Sen. Richard Durbin, D-Ill., warned against the proposed merger of Sinclair Broadcast Group and Tribune Media, writing in a Crain's editorial Monday the proposed deal "threatens to do permanent damage to the American tradition of local broadcasting and will take a wrecking ball to the pillars of objectivism and diversity in local broadcasting."
The proposed merger would put the conservative-leaning Sinclair in more than 70 percent of American homes, but Durbin said his concerns are not with ideology, but diversity of viewpoints, as FCC rules currently encourage.
Those rules limit the total number of broadcast outlets a single company can own nationwide as well as the number of stations one company can own in a single market.
Softening those rules, as Trump-appointed FCC Chairman Ajit Pai, has done, would erode the public's trust in local broadcasters and "fundamentally change the nature of broadcasting in America," Durbin said.
"What was Pai's motivation for putting this loophole back in place?" Durbin asked. "I'll just note one coincidence: The loophole was reinstated in April and Sinclair announced its acquisition of Tribune in May."

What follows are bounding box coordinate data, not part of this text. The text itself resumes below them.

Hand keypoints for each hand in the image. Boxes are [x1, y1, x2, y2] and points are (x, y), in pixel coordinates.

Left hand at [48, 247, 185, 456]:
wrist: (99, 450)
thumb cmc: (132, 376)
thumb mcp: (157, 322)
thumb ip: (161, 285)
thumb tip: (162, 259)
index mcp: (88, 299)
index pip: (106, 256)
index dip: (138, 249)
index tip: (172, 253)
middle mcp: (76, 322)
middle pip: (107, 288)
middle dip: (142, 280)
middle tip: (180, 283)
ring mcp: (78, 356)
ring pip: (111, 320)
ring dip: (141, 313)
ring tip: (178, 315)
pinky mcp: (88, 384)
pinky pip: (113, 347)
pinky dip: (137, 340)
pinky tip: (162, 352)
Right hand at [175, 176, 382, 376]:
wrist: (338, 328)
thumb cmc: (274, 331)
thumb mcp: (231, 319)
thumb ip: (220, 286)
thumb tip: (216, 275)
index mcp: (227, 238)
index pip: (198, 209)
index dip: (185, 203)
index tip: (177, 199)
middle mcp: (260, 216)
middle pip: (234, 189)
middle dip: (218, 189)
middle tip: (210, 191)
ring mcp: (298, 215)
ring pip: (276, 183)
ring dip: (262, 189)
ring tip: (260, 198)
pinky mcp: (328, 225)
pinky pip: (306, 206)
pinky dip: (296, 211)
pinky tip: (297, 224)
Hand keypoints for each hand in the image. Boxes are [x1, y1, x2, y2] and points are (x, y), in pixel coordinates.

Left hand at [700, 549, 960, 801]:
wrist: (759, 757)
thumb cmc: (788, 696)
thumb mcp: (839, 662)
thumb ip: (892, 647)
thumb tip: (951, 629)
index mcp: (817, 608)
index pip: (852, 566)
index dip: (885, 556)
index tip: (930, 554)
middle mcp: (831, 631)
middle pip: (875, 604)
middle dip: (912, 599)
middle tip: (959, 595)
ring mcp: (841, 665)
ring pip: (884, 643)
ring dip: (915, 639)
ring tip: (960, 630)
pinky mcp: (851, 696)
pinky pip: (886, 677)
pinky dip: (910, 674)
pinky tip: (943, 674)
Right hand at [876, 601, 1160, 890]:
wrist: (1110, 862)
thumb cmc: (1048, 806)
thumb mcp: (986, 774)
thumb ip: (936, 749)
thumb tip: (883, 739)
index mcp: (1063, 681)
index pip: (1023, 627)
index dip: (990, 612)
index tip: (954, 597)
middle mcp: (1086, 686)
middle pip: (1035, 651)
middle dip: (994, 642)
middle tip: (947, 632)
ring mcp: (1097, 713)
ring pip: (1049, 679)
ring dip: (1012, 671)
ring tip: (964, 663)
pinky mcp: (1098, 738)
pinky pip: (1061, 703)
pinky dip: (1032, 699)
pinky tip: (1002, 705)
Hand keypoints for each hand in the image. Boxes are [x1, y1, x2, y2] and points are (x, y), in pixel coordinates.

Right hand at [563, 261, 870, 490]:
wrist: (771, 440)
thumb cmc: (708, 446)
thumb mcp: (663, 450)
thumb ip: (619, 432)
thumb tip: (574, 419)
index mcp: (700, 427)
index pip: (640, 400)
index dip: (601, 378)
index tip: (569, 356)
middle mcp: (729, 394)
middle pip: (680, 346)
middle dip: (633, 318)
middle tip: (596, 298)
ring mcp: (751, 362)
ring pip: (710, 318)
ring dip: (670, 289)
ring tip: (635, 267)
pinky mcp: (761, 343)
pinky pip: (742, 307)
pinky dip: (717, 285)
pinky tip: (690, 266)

Tribune-owned WGN in Chicago would be among the stations falling under the Sinclair umbrella should the merger take place, putting Sinclair's conservative editorials and programming into more than 80 million homes nationwide that receive the superstation via cable and satellite.
"This is not the broadcast media Americans deserve," Durbin said. "It is my hope the FCC will not take any further actions to relax its media ownership limits without an honest public review of the state of the broadcast marketplace today."
Sinclair has said it is willing to sell off some of the stations to meet the FCC's limits.